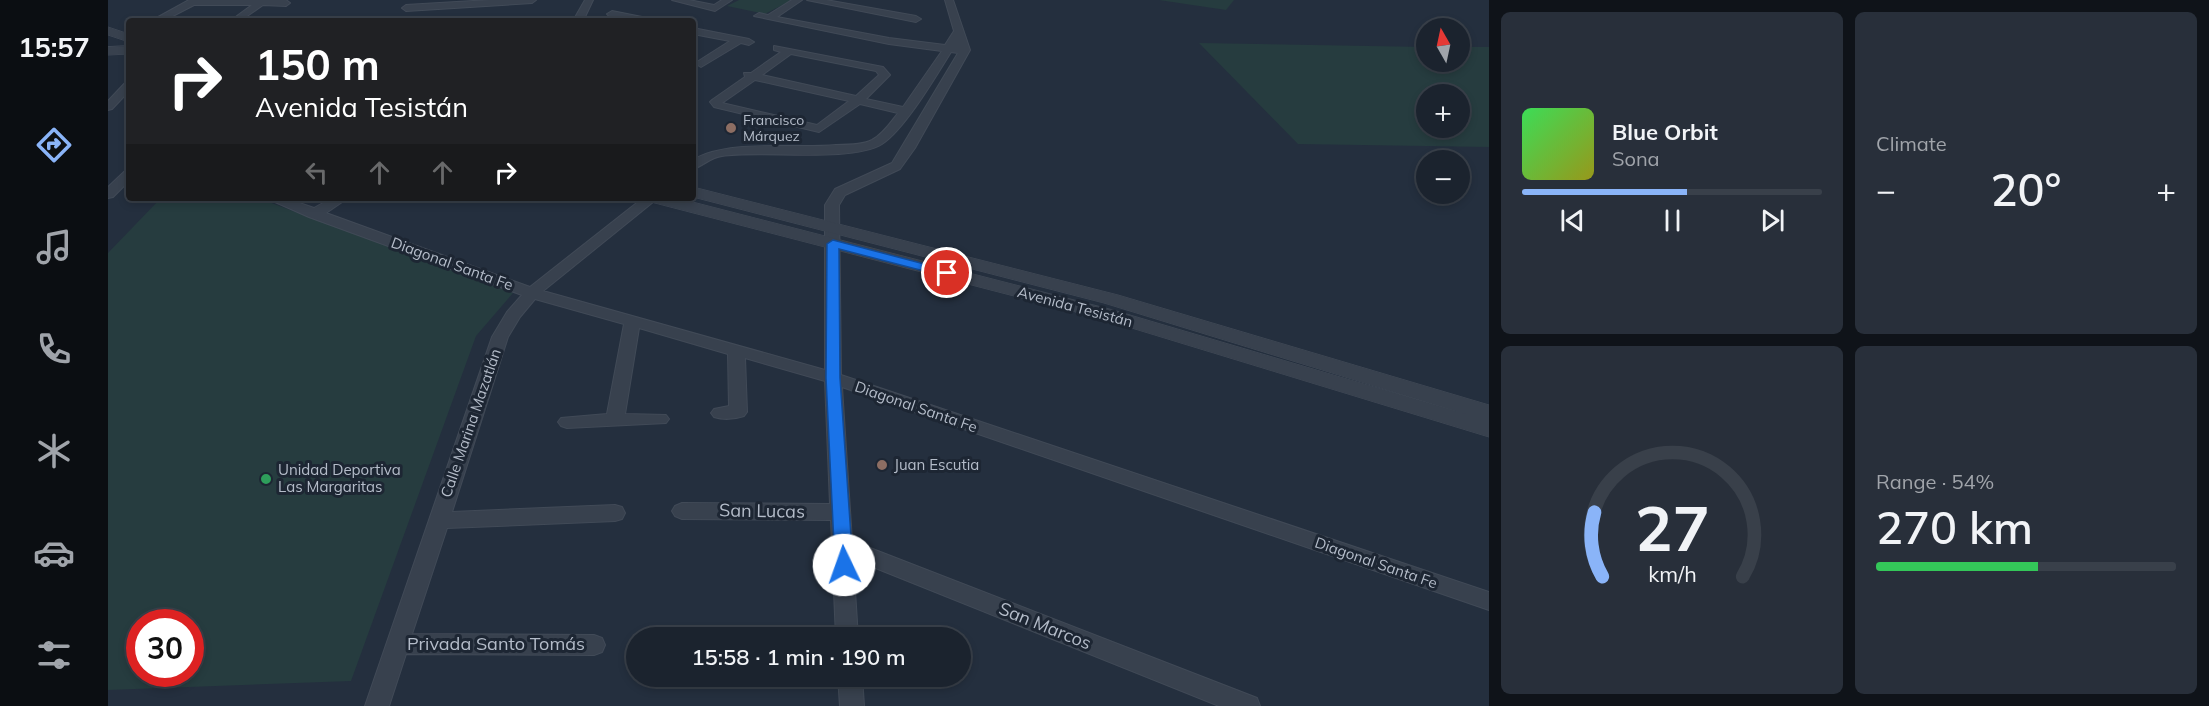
<!DOCTYPE html>
<html lang="en">
<head>
<meta charset="utf-8">
<style>
	body { margin:0; font-family:Mulish,sans-serif; background:#282f3a; color:#f1f3f6; height:100vh; display:flex; flex-direction:column; font-size:22px; white-space:nowrap }
	* { box-sizing:border-box; margin:0 }
	p { font-size:20px; color:#a0a4aa }
	.icon { flex:none; width:33px; height:33px; fill:none; stroke:currentColor; stroke-width:2; stroke-linecap:round; stroke-linejoin:round }
	.map { position:relative; flex:1; overflow:hidden }
	.sheet { display:flex; flex-direction:column; gap:12px; padding:12px; background:#0f1319; width:720px }
	.sheet>* { flex:none }
	.hud { position:absolute; left:18px; top:18px; width:570px; height:183px; border-radius:6px; box-shadow:0 3px 9px #0003,0 0 0 2px #39404a; background:#202124; color:#fff; overflow:hidden }
	.needle { width:39px; rotate:351deg }
	.controls { position:absolute; left:1308px; top:18px; display:grid; gap:12px }
	.controls a { display:grid; place-items:center; width:54px; height:54px; border-radius:50%; background:#1b232e; box-shadow:0 3px 9px #0003,0 0 0 2px #39404a; font-size:30px }
	.speed { position:absolute; left:18px; top:609px; display:flex; gap:12px; font-size:30px; font-weight:700; text-align:center }
	.speed>* { display:grid; place-content:center; width:78px; height:78px; border-radius:50%; background:#1b232e; box-shadow:0 3px 9px #0003,0 0 0 2px #39404a; line-height:1 }
	.speed .limit { border:9px solid #d22; background:#fff; color:#111 }
	.pin { position:absolute; display:grid; place-items:center; width:51px; height:51px; color:#fff; margin:-26px; border:3px solid #fff; border-radius:50%; box-shadow:0 2px 6px #0007 }
	.me { position:absolute; width:66px; margin:-33px; rotate:357deg; stroke-linejoin:round; filter:drop-shadow(0 0 4px #0008) }
	.turn { display:flex; align-items:center; gap:21px; height:126px; padding:0 30px; font-size:27px }
	.turn .icon { width:78px; height:78px; stroke-width:2.5 }
	.turn b { display:block; font-size:42px; line-height:51px }
	.lanes { display:flex; align-items:center; height:57px; padding:0 30px; background:#0003; justify-content:center; gap:30px; direction:ltr }
	.lanes .off { opacity:.35 }
	.big { font-size:45px; font-weight:600; line-height:1.1 }
	.sheet .card { flex:1; display:flex; flex-direction:column; justify-content:center; gap:9px; min-width:0; padding:0 21px; border-radius:9px; background:#282f3a }
	.sheet .dial { align-items:center; gap:0 }
	.dial svg { height:156px; overflow:visible; fill:none; stroke:#39404a; stroke-width:7; stroke-linecap:round; text-anchor:middle }
	.dial text { fill:#f1f3f6; stroke:none }
	.song { display:flex; align-items:center; gap:18px }
	.cover { width:72px; height:72px; border-radius:9px; background:linear-gradient(135deg,hsl(130 70% 55%),hsl(60 70% 35%)) }
	.played { height:6px; border-radius:3px; background:linear-gradient(90deg,#8ab4f8 55%,#39404a 55%) }
	.keys { display:flex; justify-content:space-around; direction:ltr }
	.heat { display:flex; justify-content:space-between; align-items:center; font-size:33px; direction:ltr }
	.charge { height:9px; border-radius:4px; background:linear-gradient(90deg,#34c759 54%,#39404a 0) }
	.sheet .tiles { flex:1; display:grid; gap:12px; grid-template-columns:repeat(2,1fr) }
	.trip { position:absolute; left:518px; top:627px; width:345px; height:60px; border-radius:30px; background:#1b232e; box-shadow:0 3px 9px #0003,0 0 0 2px #39404a; font-weight:600; line-height:60px; text-align:center }
	main { display:flex; flex:1; min-height:0 }
	.dock { display:flex; flex-direction:column; width:108px; justify-content:space-around; align-items:center; background:#0b0e12; color:#a0a4aa }
	.dock .icon { width:42px; height:42px }
	.dock .active { color:#8ab4f8 }
	.dock b { font-size:27px; color:#f1f3f6 }
	.map>svg:first-child { display:block }
	.green { fill:#263c3f; fill-rule:evenodd }
	.lines { fill:none; stroke-linecap:round; stroke-linejoin:round }
	.minor-casing { stroke:#414a57; stroke-width:2 }
	.tertiary-casing { stroke:#414a57; stroke-width:1 }
	.minor { fill:#38414e; fill-rule:evenodd }
	.tertiary { fill:#38414e; fill-rule:evenodd }
	.route { fill:#1a73e8; stroke:#114b97; stroke-width:1.5 }
	.education-dot { fill:#8d6e63; stroke:#1d2633; stroke-width:2 }
	.leisure-dot { fill:#2e9e5b; stroke:#1d2633; stroke-width:2 }
	.labels { text-anchor:middle; stroke-width:6; stroke-linejoin:round; paint-order:stroke }
	.far-poi-label { font-size:14px; fill:#b4bcc9; stroke:#1d2633; text-anchor:start }
	.street-label { font-size:15px; fill:#b4bcc9; stroke:#1d2633 }
	.poi-label { font-size:15px; fill:#b4bcc9; stroke:#1d2633; text-anchor:start }
	.near-street-label { font-size:18px; fill:#b4bcc9; stroke:#1d2633 }
</style>
</head>
<body>
<main>
<nav class="dock">
<b>15:57</b>
<svg class="icon active" aria-label="directions" viewBox="0 0 24 24"><path d="M12 3l9 9-9 9-9-9zM9 14v-3h6M13 9l2 2-2 2"/></svg>
<svg class="icon" aria-label="music" viewBox="0 0 24 24"><path d="M9 18V5l10-2v13"/><circle cx="6" cy="18" r="3"/><circle cx="16" cy="16" r="3"/></svg>
<svg class="icon" aria-label="phone" viewBox="0 0 24 24"><path d="M5 4h4l2 5-3 2q2 4 5 5l2-3 5 2v4C11 20 4 13 5 4z"/></svg>
<svg class="icon" aria-label="climate" viewBox="0 0 24 24"><path d="M12 3v18M4 7l16 10M4 17L20 7"/></svg>
<svg class="icon" aria-label="car" viewBox="0 0 24 24"><path d="M5 17H2v-5l4-1 3-4h7l3 4 3 1v5h-3M9 17h6M6 11h13"/><circle cx="7" cy="17" r="2"/><circle cx="17" cy="17" r="2"/></svg>
<svg class="icon" aria-label="filters" viewBox="0 0 24 24"><path d="M4 7h16M4 17h16"/><circle cx="9" cy="7" r="2"/><circle cx="15" cy="17" r="2"/></svg>
</nav>
<div class="map">
<svg width="1381" height="706" viewBox="0 0 1381 706">
	<rect width="100%" height="100%" fill="#242f3e"/>
	<g class="green">
		<path d="M631 0H684L657 14 619 6Z"/>
		<path d="M1051 0H1126L1118 10Z"/>
		<path d="M1091 43 1318 47V62H1352V47H1381V147L1190 144ZM1352 94V128H1318V94Z"/>
		<path d="M53 198H150L405 293 368 336 243 681 0 690V253ZM32 622H82V674H32Z"/>
	</g>
	<g class="lines">
		<g class="minor-casing">
			<g id="minor">
				<path d="M81 0H178L182 3 178 6 155 5 132 21 127 18 129 16 144 5H86L55 21H43Z"/>
				<path d="M382 0H428L424 3 298 11 294 8 298 5Z"/>
				<path d="M477 0H485L475 21H465Z"/>
				<path d="M564 0H581L606 5 614 0H624L607 11Z"/>
				<path d="M684 0H694L669 17 781 38 837 45 846 31 837 0H845L862 50 807 148 792 169 737 195 731 205 733 375 1381 592V610L734 387 744 541 1149 698 1152 706H1111L745 559 750 638H728L723 520 574 519 567 516 564 511 567 506 574 503 722 504 717 381 637 358 639 412 636 416C627 419 615 420 606 417L603 413 606 409 621 406 620 354 531 328 517 414 558 415 561 419 558 423 459 428 453 426 450 422 453 418 499 414 516 324 427 299 412 317 400 337 344 512 507 505 514 507 517 513 514 519 507 521 339 528 304 634 486 635 494 638 497 645 494 652 486 655 298 654 281 706H257L384 337 399 312 414 295 201 217 158 198H177L206 208 224 198H240L218 213 422 287 535 198H550L435 291 717 370V205L727 189 784 163 850 53 843 52C828 76 797 129 774 144 743 163 653 150 614 156 603 157 595 166 585 169V160C619 139 686 149 728 145 739 145 754 145 764 140 775 134 783 122 790 113L752 104 711 132 606 107 602 102 604 100 637 77 636 73H643L673 52 666 50V46L775 67 782 75 758 99 795 107 834 51 781 44 646 16 651 13 660 15ZM683 54 768 71 771 75 748 96 654 75ZM647 80 741 101 709 125 614 103Z"/>
				<path d="M699 0H718L808 16 813 19 808 22Z"/>
				<path d="M504 11 539 18 544 21H525L501 16 499 14Z"/>
				<path d="M585 28 641 39 646 42 641 45 633 43 593 67 588 64 589 62 622 41 585 34Z"/>
				<path d="M21 82V91L4 109 0 110V101L17 83Z"/>
				<path d="M21 170V181L5 197 0 198V187L17 171Z"/>
				<path d="M558 626 617 628 625 631 628 638H547L550 629Z"/>
				<path d="M730 676H754L756 706H732Z"/>
			</g>
		</g>
		<g class="tertiary-casing">
			<g id="tertiary">
				<path d="M0 27 21 34V42L0 35Z"/>
				<path d="M21 46V54L0 55V47Z"/>
				<path d="M585 187 1010 295 1381 405V437L991 318 543 202 541 198H569L1005 310 1361 415 996 303 585 197Z"/>
			</g>
		</g>
		<use href="#minor" class="minor"/>
		<use href="#tertiary" class="tertiary"/>
	</g>
	<path class="route" d="M725 240 843 271 845 273 839 277 731 249 732 378 745 565 742 570 736 572 730 570 727 565 718 378 719 244Z"/>
	<g class="education-dot">
		<circle cx="623" cy="128" r="6"/>
		<circle cx="774" cy="465" r="6"/>
	</g>
	<circle class="leisure-dot" cx="158" cy="479" r="6"/>
	<g class="labels">
		<g class="far-poi-label">
			<text x="635" y="125">Francisco<tspan x="635" dy="16">Márquez</tspan></text>
		</g>
		<g class="street-label">
			<text transform="translate(344 264) rotate(20)" y="5">Diagonal Santa Fe</text>
			<text transform="translate(967 307) rotate(15)" y="5">Avenida Tesistán</text>
			<text transform="translate(808 407) rotate(19)" y="5">Diagonal Santa Fe</text>
			<text transform="translate(363 423) rotate(-71)" y="5">Calle Marina Mazatlán</text>
			<text transform="translate(1268 563) rotate(19)" y="5">Diagonal Santa Fe</text>
		</g>
		<g class="poi-label">
			<text x="786" y="470">Juan Escutia</text>
			<text x="170" y="475">Unidad Deportiva<tspan x="170" dy="17">Las Margaritas</tspan></text>
		</g>
		<g class="near-street-label">
			<text transform="translate(654 511) rotate(1)" y="6">San Lucas</text>
			<text transform="translate(937 626) rotate(22)" y="6">San Marcos</text>
			<text x="388" y="650">Privada Santo Tomás</text>
		</g>
	</g>
</svg>
<div class="controls">
<a><svg class="needle" viewBox="-14 -14 28 28"><path d="M0-13l5 13h-10z" fill="#e53935"/><path d="M0 13l5-13h-10z" fill="#a0a4aa"/></svg></a>
<a>+</a>
<a>−</a>
</div>
<div class="speed"><div class="limit">30</div></div>
<div class="pin" style="left:839px;top:273px;background:#d93025"><svg class="icon" aria-label="arrive" viewBox="0 0 24 24"><path d="M6 21V4h12l-3 4 3 4H6"/></svg></div>
<svg class="me" style="left:736px;top:565px" viewBox="-20 -20 40 40"><circle r="19" fill="#fff"/><path d="M0-13L10 11 0 6-10 11z" fill="#1a73e8"/></svg>
<div class="trip">15:58 · 1 min · 190 m</div>
<div class="hud">
<div class="turn"><svg class="icon" aria-label="right" viewBox="0 0 24 24"><path d="M7 20v-9h11M14 6l5 5-5 5"/></svg><div><b>150 m</b>Avenida Tesistán</div></div>
<div class="lanes"><svg class="icon off" aria-label="left" viewBox="0 0 24 24"><path d="M17 20v-9H6M10 6l-5 5 5 5"/></svg><svg class="icon off" aria-label="ahead" viewBox="0 0 24 24"><path d="M12 20V5M6 11l6-6 6 6"/></svg><svg class="icon off" aria-label="ahead" viewBox="0 0 24 24"><path d="M12 20V5M6 11l6-6 6 6"/></svg><svg class="icon" aria-label="right" viewBox="0 0 24 24"><path d="M7 20v-9h11M14 6l5 5-5 5"/></svg></div>
</div>
</div>
<section class="sheet">
<div class="tiles">
<div class="card">
<div class="song"><i class="cover"></i><div><b>Blue Orbit</b><p>Sona</p></div></div>
<div class="played"></div>
<div class="keys"><svg class="icon" aria-label="previous" viewBox="0 0 24 24"><path d="M18 5L8 12l10 7zM5 5v14"/></svg><svg class="icon" aria-label="pause" viewBox="0 0 24 24"><path d="M8 5v14M16 5v14"/></svg><svg class="icon" aria-label="next" viewBox="0 0 24 24"><path d="M6 5l10 7-10 7zM19 5v14"/></svg></div>
</div>
<div class="card"><p>Climate</p>
<div class="heat"><a>−</a><b class="big">20°</b><a>+</a></div>
</div>
<div class="card dial"><svg viewBox="0 0 100 80">
<path d="M14 69A42 42 0 1 1 86 69"/>
<path d="M14 69A42 42 0 0 1 10 36" stroke="#8ab4f8"/>
<text x="50" y="56" font-size="32" font-weight="700">27</text>
<text x="50" y="72" font-size="11">km/h</text>
</svg></div>
<div class="card"><p>Range · 54%</p><b class="big">270 km</b><div class="charge"></div></div>
</div>
</section>
</main>
</body>
</html>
┄┄┄┄┄┄
Problem to work on
Give back the lines word for word, from the very first in the material above to the one that has "position:absolute; left:18px; top:609px;", both included, without the pictures.

Response
<!DOCTYPE html>
<html lang="en">
<head>
<meta charset="utf-8">
<style>
	body { margin:0; font-family:Mulish,sans-serif; background:#282f3a; color:#f1f3f6; height:100vh; display:flex; flex-direction:column; font-size:22px; white-space:nowrap }
	* { box-sizing:border-box; margin:0 }
	p { font-size:20px; color:#a0a4aa }
	.icon { flex:none; width:33px; height:33px; fill:none; stroke:currentColor; stroke-width:2; stroke-linecap:round; stroke-linejoin:round }
	.map { position:relative; flex:1; overflow:hidden }
	.sheet { display:flex; flex-direction:column; gap:12px; padding:12px; background:#0f1319; width:720px }
	.sheet>* { flex:none }
	.hud { position:absolute; left:18px; top:18px; width:570px; height:183px; border-radius:6px; box-shadow:0 3px 9px #0003,0 0 0 2px #39404a; background:#202124; color:#fff; overflow:hidden }
	.needle { width:39px; rotate:351deg }
	.controls { position:absolute; left:1308px; top:18px; display:grid; gap:12px }
	.controls a { display:grid; place-items:center; width:54px; height:54px; border-radius:50%; background:#1b232e; box-shadow:0 3px 9px #0003,0 0 0 2px #39404a; font-size:30px }
	.speed { position:absolute; left:18px; top:609px; display:flex; gap:12px; font-size:30px; font-weight:700; text-align:center }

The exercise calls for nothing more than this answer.